Chinese currency revaluation benefits Vietnam's export, tourism

The revaluation of China's Renminbi (RMB) is beneficial to Vietnam's export and tourism, but has some side-effects on the country, local newspaper Young People reported Saturday.

The appreciation weakens China's exports to the United States and the European Union. That creates favorable conditions for similar Vietnamese exports, especially garments, textiles and footwear, to penetrate more deeply into the two markets.

Changes in the exchange rates of US dollar and Vietnamese dong against RMB will increase Vietnam's export to China, and slow down its import from the neighbor country, resulting in a smaller trade deficit, the report said. Vietnam exported over 2.7 billion US dollars worth of goods to China last year, and posted a trade deficit of over 1.7 billion US dollars.

The changes will also encourage tourists in China to visit Vietnam, which welcomed over 1.7 million international arrivals in the first half of this year. The number of visitors from China rose 5.7 percent to nearly 405,900, becoming Vietnam's biggest tourism market in the period.
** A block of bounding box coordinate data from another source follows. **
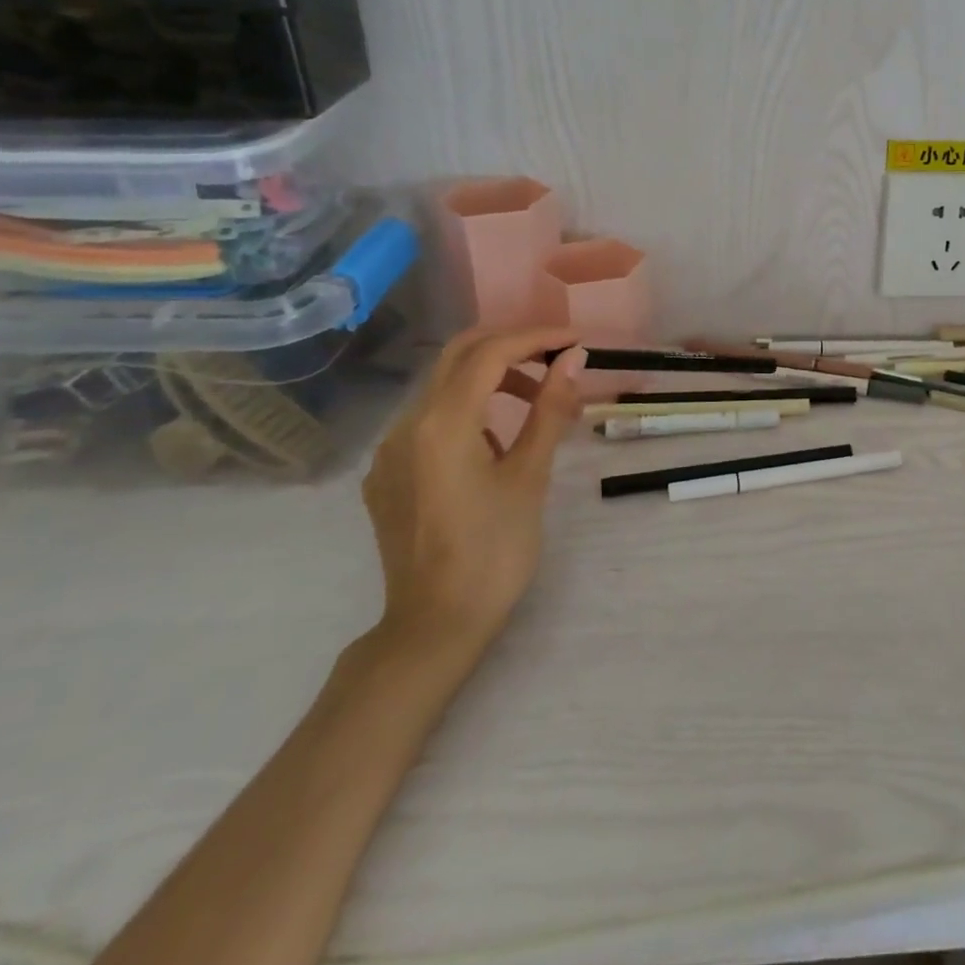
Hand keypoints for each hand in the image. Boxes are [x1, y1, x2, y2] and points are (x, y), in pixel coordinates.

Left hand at [361, 328, 585, 663]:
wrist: (434, 626)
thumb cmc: (494, 551)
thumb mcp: (530, 477)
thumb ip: (549, 410)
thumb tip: (573, 360)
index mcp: (443, 424)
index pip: (491, 353)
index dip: (537, 338)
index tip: (577, 341)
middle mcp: (406, 425)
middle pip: (459, 355)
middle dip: (512, 345)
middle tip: (558, 356)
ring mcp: (390, 450)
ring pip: (443, 386)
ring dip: (493, 377)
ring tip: (540, 400)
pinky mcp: (387, 474)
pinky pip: (429, 420)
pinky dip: (469, 408)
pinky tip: (496, 441)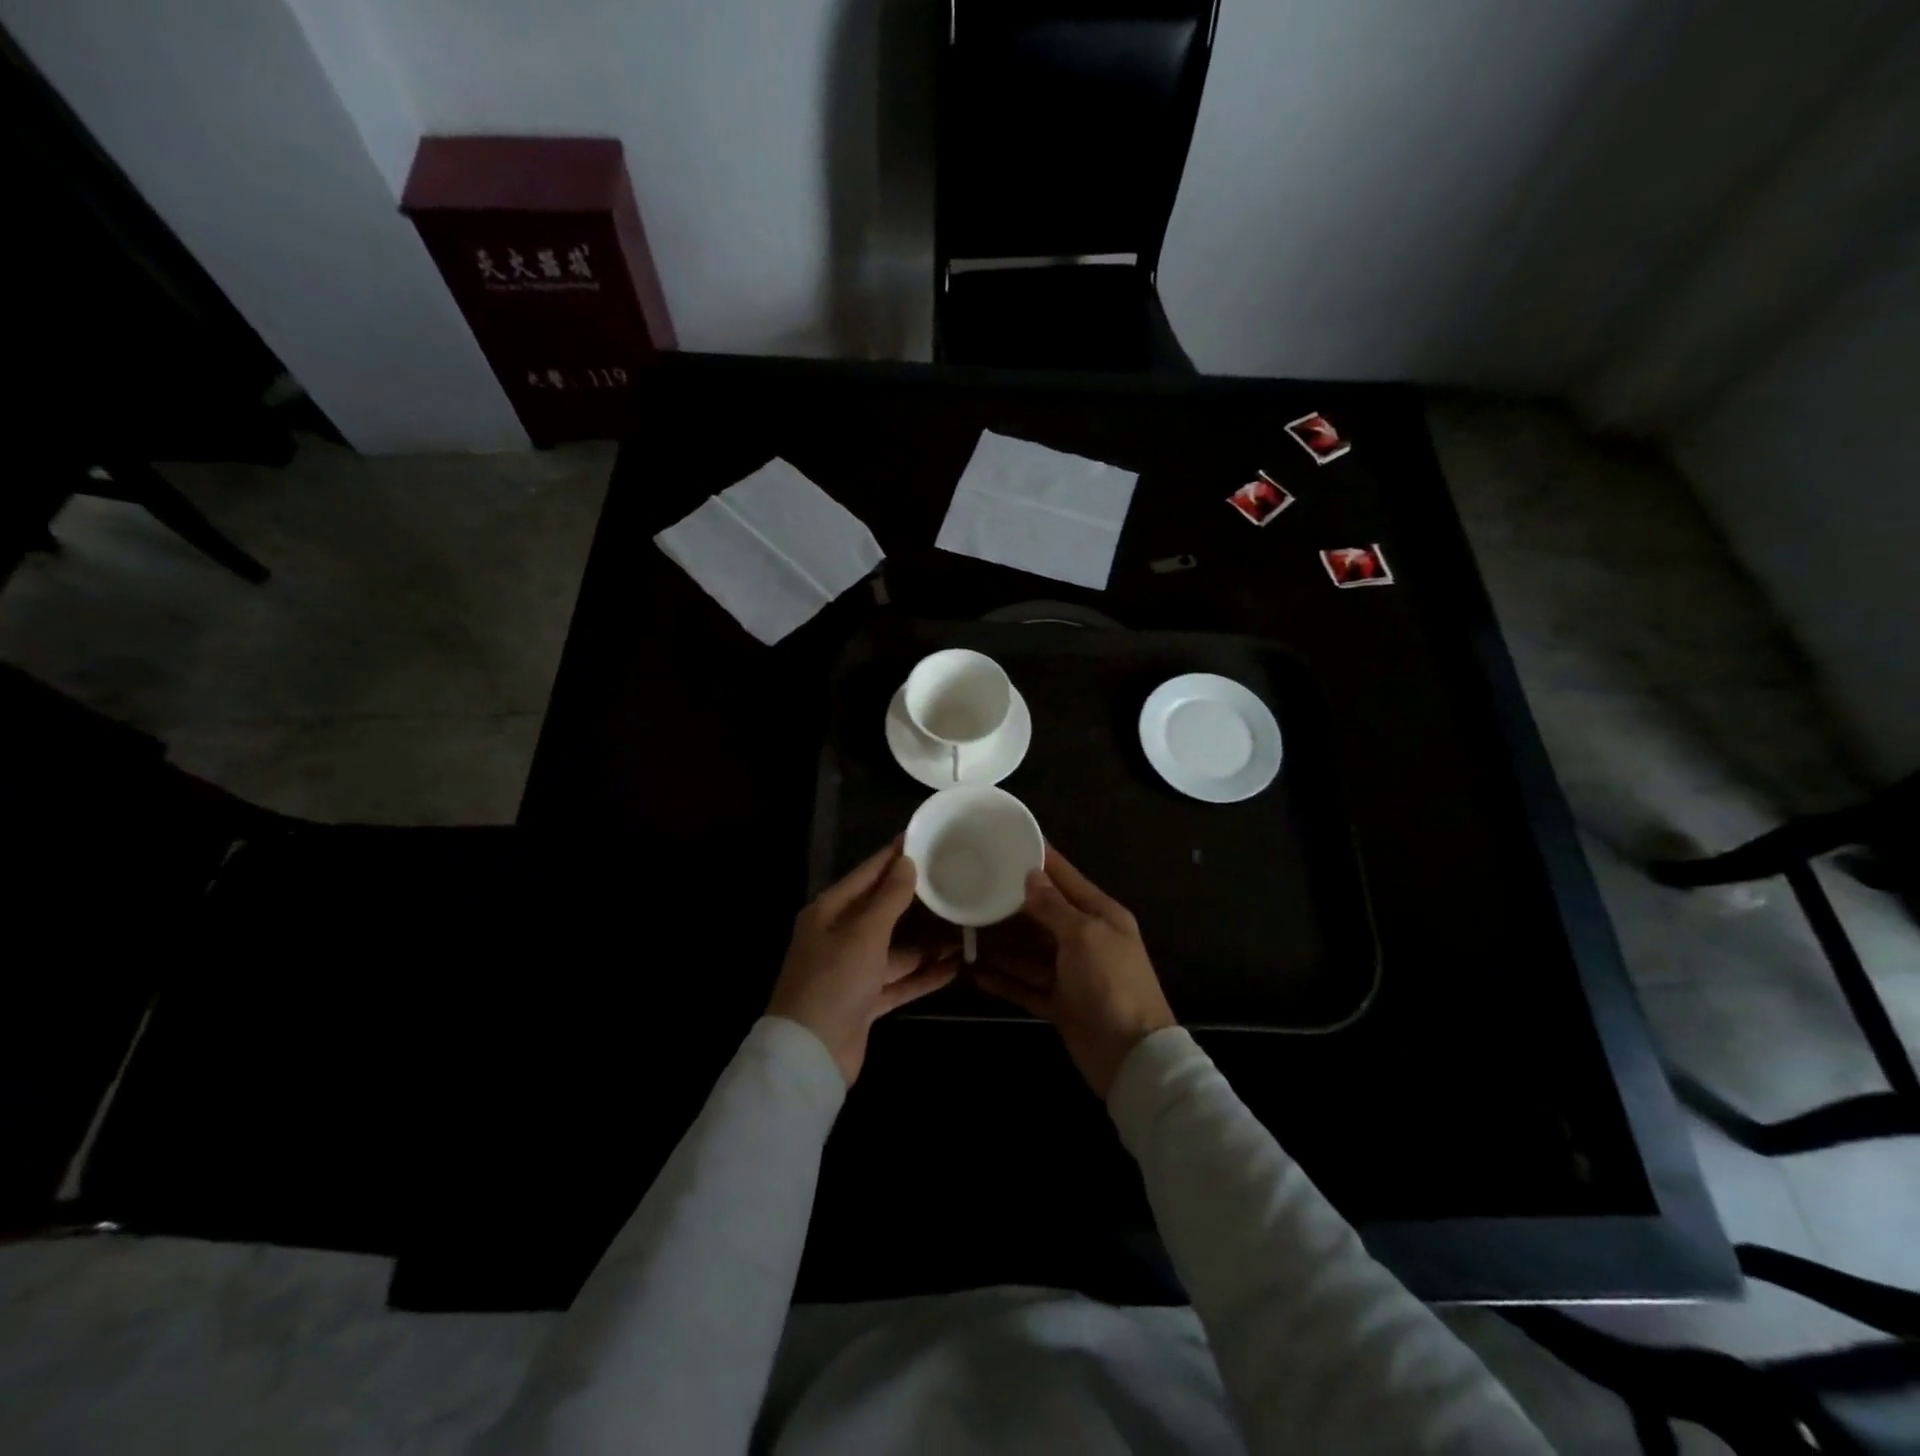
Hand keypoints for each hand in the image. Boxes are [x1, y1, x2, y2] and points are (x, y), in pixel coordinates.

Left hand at [768, 840, 958, 1083]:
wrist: (810, 1054)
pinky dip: (922, 975)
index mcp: (828, 913)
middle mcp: (838, 937)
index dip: (892, 858)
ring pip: (895, 950)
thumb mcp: (864, 933)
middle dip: (915, 901)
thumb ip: (889, 898)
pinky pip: (899, 981)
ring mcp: (852, 972)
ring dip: (926, 944)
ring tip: (962, 930)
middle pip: (882, 912)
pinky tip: (953, 967)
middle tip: (950, 881)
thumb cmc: (834, 980)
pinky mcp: (864, 1001)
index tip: (920, 838)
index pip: (866, 875)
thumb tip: (906, 862)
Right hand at [972, 847, 1176, 1098]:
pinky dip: (1006, 981)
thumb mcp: (1084, 936)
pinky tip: (978, 974)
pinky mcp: (1061, 1003)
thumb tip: (1032, 876)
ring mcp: (1072, 973)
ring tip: (968, 932)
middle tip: (975, 888)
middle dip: (1012, 904)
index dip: (1040, 859)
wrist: (1132, 1057)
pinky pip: (1027, 986)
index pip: (1065, 877)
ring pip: (1031, 952)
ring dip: (1003, 945)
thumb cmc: (1111, 984)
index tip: (1009, 841)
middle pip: (1043, 914)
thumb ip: (1054, 906)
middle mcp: (1086, 939)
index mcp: (1100, 915)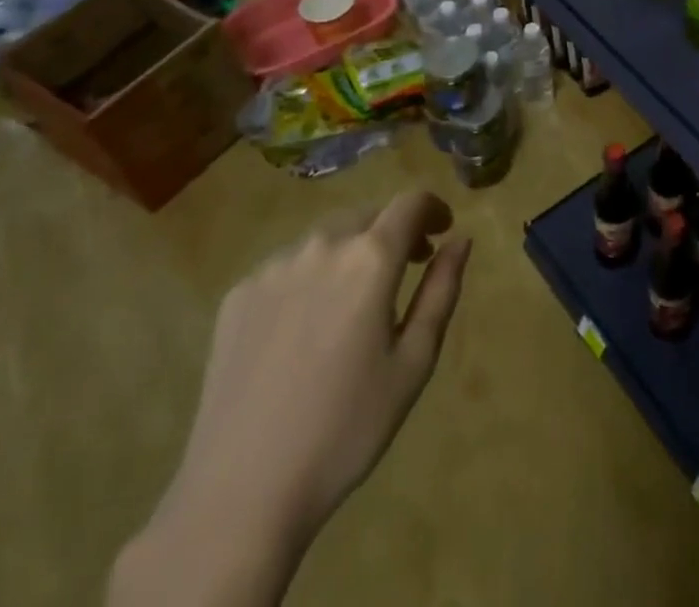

However, the appreciation has some negative impacts on Vietnam. Loans to be borrowed from China will rise, the report said, noting that Vietnam received 315 million dollars worth of official development assistance alone from China. Local organizations and residents may shift to keep RMB instead of Vietnamese dong.

On Thursday, China revalued the exchange rate of the RMB to the US dollar by some 2 percent to 8.11. Over the past few years, the RMB has been pegged to the US dollar at the rate of one dollar for 8.27 yuan.